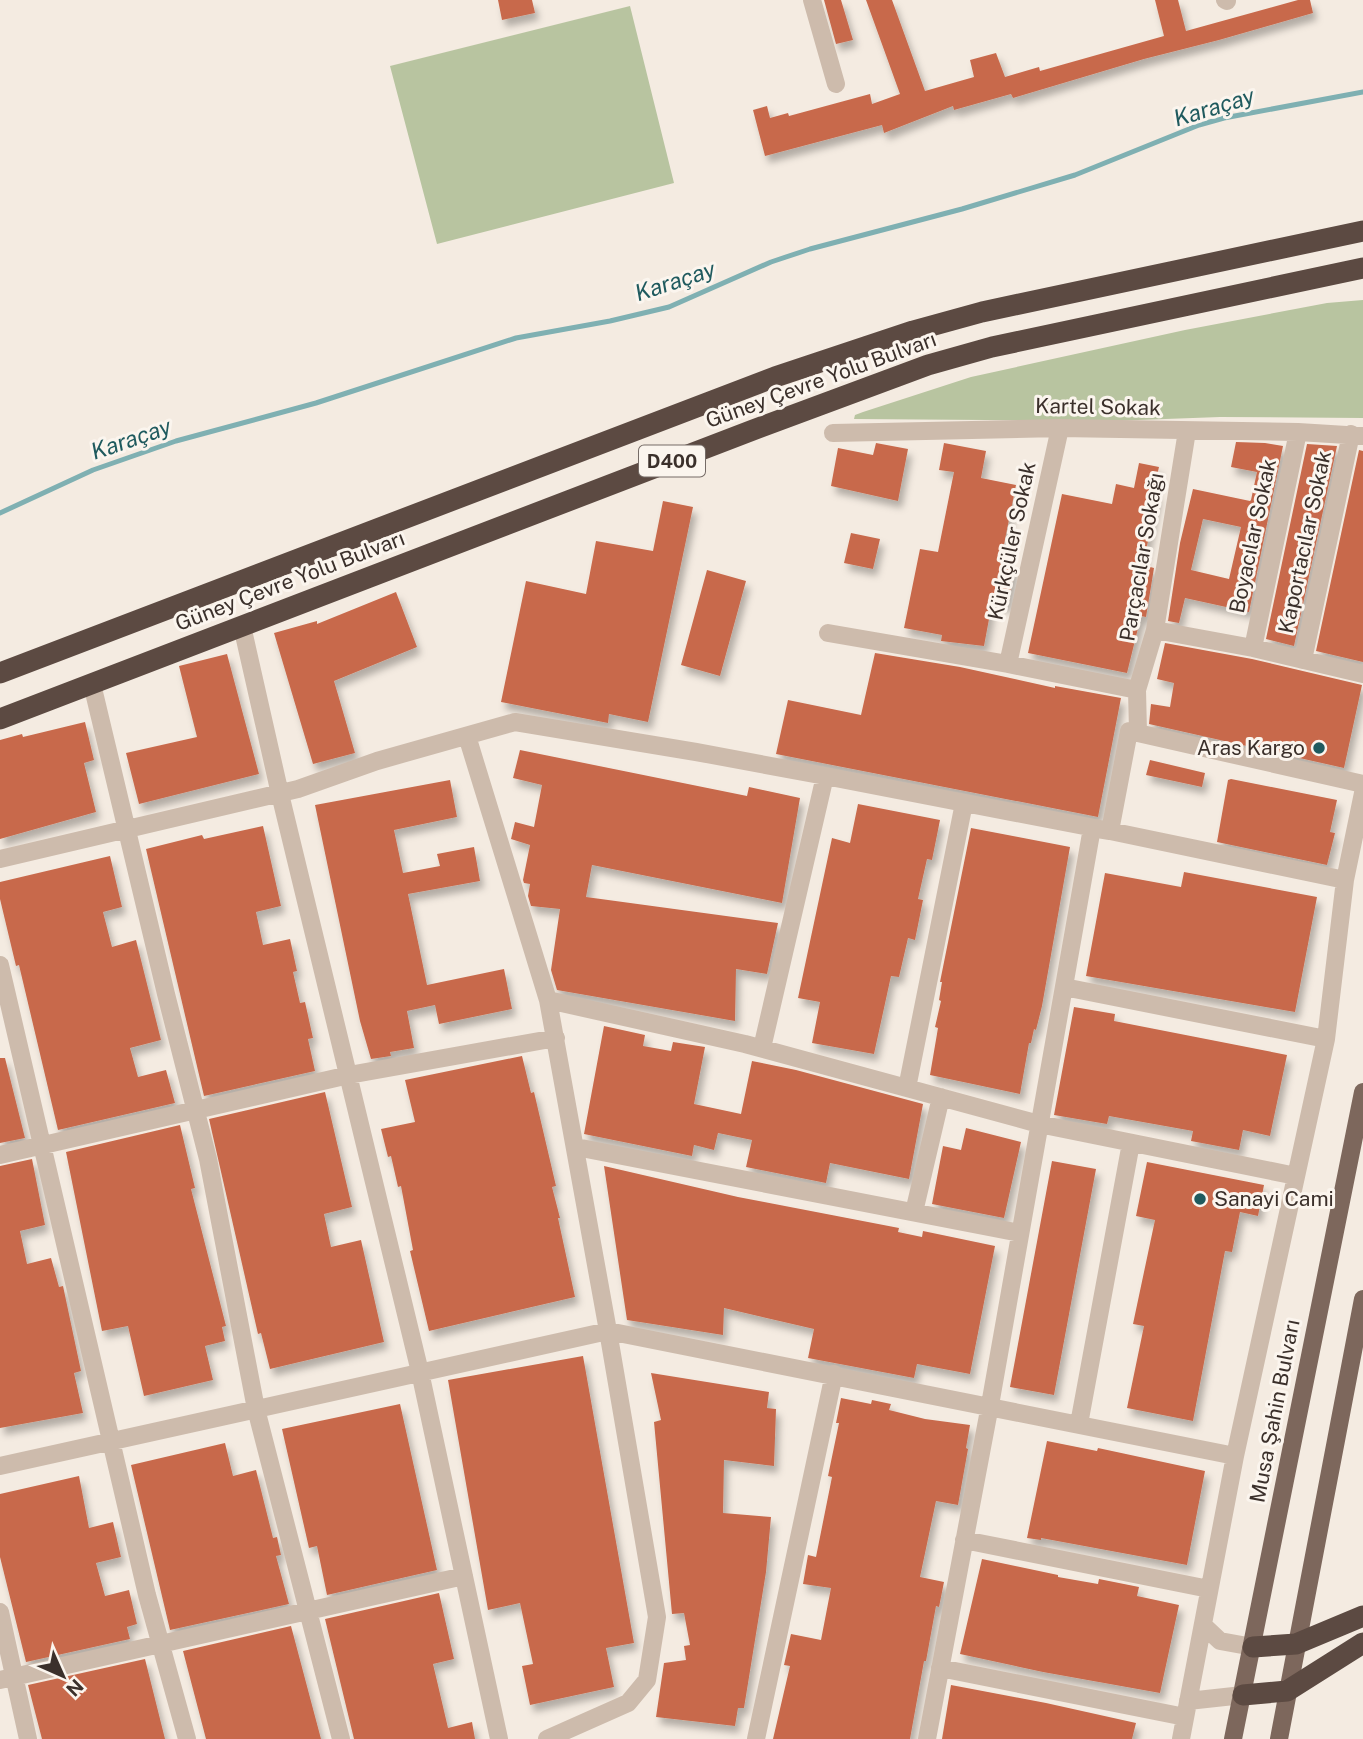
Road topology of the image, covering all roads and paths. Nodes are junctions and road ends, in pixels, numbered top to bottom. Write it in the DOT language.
graph roads {
  1 [pos="812,0"];
  2 [pos="836,84"];
  3 [pos="1363,231"];
  4 [pos="1358,270"];
  5 [pos="1060,428"];
  6 [pos="1187,431"];
  7 [pos="1298,432"];
  8 [pos="833,433"];
  9 [pos="1357,435"];
  10 [pos="243,626"];
  11 [pos="1155,630"];
  12 [pos="828,633"];
  13 [pos="1253,648"];
  14 [pos="1303,660"];
  15 [pos="1008,664"];
  16 [pos="0,673"];
  17 [pos="1363,674"];
  18 [pos="92,684"];
  19 [pos="1137,691"];
  20 [pos="0,719"];
  21 [pos="1138,732"];
  22 [pos="467,736"];
  23 [pos="825,776"];
  24 [pos="1363,784"];
  25 [pos="1363,793"];
  26 [pos="280,794"];
  27 [pos="964,803"];
  28 [pos="128,830"];
  29 [pos="1110,831"];
  30 [pos="0,859"];
  31 [pos="1345,880"];
  32 [pos="0,965"];
  33 [pos="1064,987"];
  34 [pos="548,1000"];
  35 [pos="556,1038"];
  36 [pos="1326,1039"];
  37 [pos="762,1048"];
  38 [pos="349,1075"];
  39 [pos="908,1088"];
  40 [pos="1363,1092"];
  41 [pos="941,1097"];
  42 [pos="195,1109"];
  43 [pos="1039,1124"];
  44 [pos="1131,1143"];
  45 [pos="41,1146"];
  46 [pos="576,1147"];
  47 [pos="0,1155"];
  48 [pos="1296,1176"];
  49 [pos="914,1212"];
  50 [pos="1020,1233"];
  51 [pos="1363,1299"];
  52 [pos="608,1331"];
  53 [pos="420,1372"];
  54 [pos="834,1374"];
  55 [pos="990,1405"];
  56 [pos="256,1409"];
  57 [pos="1079,1424"];
  58 [pos="111,1441"];
  59 [pos="1235,1456"];
  60 [pos="0,1465"];
  61 [pos="964,1540"];
  62 [pos="464,1576"];
  63 [pos="1209,1589"];
  64 [pos="308,1611"];
  65 [pos="0,1612"];
  66 [pos="1363,1616"];
  67 [pos="1203,1625"];
  68 [pos="162,1643"];
  69 [pos="1363,1643"];
  70 [pos="1296,1644"];
  71 [pos="1253,1647"];
  72 [pos="940,1668"];
  73 [pos="7,1679"];
  74 [pos="1287,1691"];
  75 [pos="1243,1695"];
  76 [pos="1186,1709"];
  77 [pos="28,1739"];
  78 [pos="187,1739"];
  79 [pos="341,1739"];
  80 [pos="499,1739"];
  81 [pos="547,1739"];
  82 [pos="756,1739"];
  83 [pos="927,1739"];
  84 [pos="1181,1739"];
  85 [pos="1233,1739"];
  86 [pos="1279,1739"];
  1 -- 2 [label="street"];
  3 -- 16 [label="highway, Güney Çevre Yolu Bulvarı / D400"];
  4 -- 10 [label="highway, Güney Çevre Yolu Bulvarı / D400"];
  5 -- 6 [label="street, Kartel Sokak"];
  5 -- 8 [label="street, Kartel Sokak"];
  5 -- 15 [label="street, Kürkçüler Sokak"];
  6 -- 7 [label="street, Kartel Sokak"];
  6 -- 11 [label="street, Parçacılar Sokağı"];
  7 -- 9 [label="street, Kartel Sokak"];
  7 -- 13 [label="street, Boyacılar Sokak"];
  9 -- 14 [label="street, Kaportacılar Sokak"];
  10 -- 18 [label="highway, Güney Çevre Yolu Bulvarı / D400"];
  10 -- 26 [label="street"];
  11 -- 13 [label="street"];
  11 -- 19 [label="street, Parçacılar Sokağı"];
  12 -- 15 [label="street"];
  13 -- 14 [label="street"];
  14 -- 17 [label="street"];
  15 -- 19 [label="street"];
  18 -- 20 [label="highway, Güney Çevre Yolu Bulvarı / D400"];
  18 -- 28 [label="street"];
  19 -- 21 [label="street, Parçacılar Sokağı"];
  21 -- 24 [label="street"];
  21 -- 29 [label="street"];
  22 -- 23 [label="street"];
  22 -- 26 [label="street"];
  22 -- 34 [label="street"];
  23 -- 27 [label="street"];
  23 -- 37 [label="street"];
  25 -- 31 [label="street"];
  26 -- 28 [label="street"];
  26 -- 38 [label="street"];
  27 -- 29 [label="street"];
  27 -- 39 [label="street"];
  28 -- 30 [label="street"];
  28 -- 42 [label="street"];
  29 -- 31 [label="street"];
  29 -- 33 [label="street"];
  31 -- 36 [label="street"];
  32 -- 45 [label="street"];
  33 -- 36 [label="street"];
  33 -- 43 [label="street"];
  34 -- 35 [label="street"];
  34 -- 37 [label="street"];
  35 -- 38 [label="street"];
  35 -- 46 [label="street"];
  36 -- 48 [label="street"];
  37 -- 39 [label="street"];
  38 -- 42 [label="street"];
  38 -- 53 [label="street"];
  39 -- 41 [label="street"];
  40 -- 71 [label="main road, Musa Şahin Bulvarı"];
  41 -- 43 [label="street"];
  41 -- 49 [label="street"];
  42 -- 45 [label="street"];
  42 -- 56 [label="street"];
  43 -- 44 [label="street"];
  43 -- 50 [label="street"];
  44 -- 48 [label="street"];
  44 -- 57 [label="street"];
  45 -- 47 [label="street"];
  45 -- 58 [label="street"];
  46 -- 49 [label="street"];
  46 -- 52 [label="street"];
  48 -- 59 [label="street"];
  49 -- 50 [label="street"];
  50 -- 55 [label="street"];
  51 -- 70 [label="main road"];
  52 -- 53 [label="street"];
  52 -- 54 [label="street"];
  52 -- 81 [label="street"];
  53 -- 56 [label="street"];
  53 -- 62 [label="street"];
  54 -- 55 [label="street"];
  54 -- 82 [label="street"];
  55 -- 57 [label="street"];
  55 -- 61 [label="street"];
  56 -- 58 [label="street"];
  56 -- 64 [label="street"];
  57 -- 59 [label="street"];
  58 -- 60 [label="street"];
  58 -- 68 [label="street"];
  59 -- 63 [label="street"];
  61 -- 63 [label="street"];
  61 -- 72 [label="street"];
  62 -- 64 [label="street"];
  62 -- 80 [label="street"];
  63 -- 67 [label="street"];
  64 -- 68 [label="street"];
  64 -- 79 [label="street"];
  65 -- 73 [label="street"];
  66 -- 70 [label="highway"];
  67 -- 71 [label="street"];
  67 -- 76 [label="street"];
  68 -- 73 [label="street"];
  68 -- 78 [label="street"];
  69 -- 74 [label="highway"];
  70 -- 71 [label="highway"];
  70 -- 74 [label="main road"];
  71 -- 75 [label="main road, Musa Şahin Bulvarı"];
  72 -- 76 [label="street"];
  72 -- 83 [label="street"];
  73 -- 77 [label="street"];
  74 -- 75 [label="highway"];
  74 -- 86 [label="main road"];
  75 -- 76 [label="street"];
  75 -- 85 [label="main road, Musa Şahin Bulvarı"];
  76 -- 84 [label="street"];
}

********

HOW TO COMPLETE THIS TASK: When a line above contains the string "roads", copy that line.

RESULT FOR THIS EXERCISE:
Road topology of the image, covering all roads and paths. Nodes are junctions and road ends, in pixels, numbered top to bottom. Write it in the DOT language.
graph roads {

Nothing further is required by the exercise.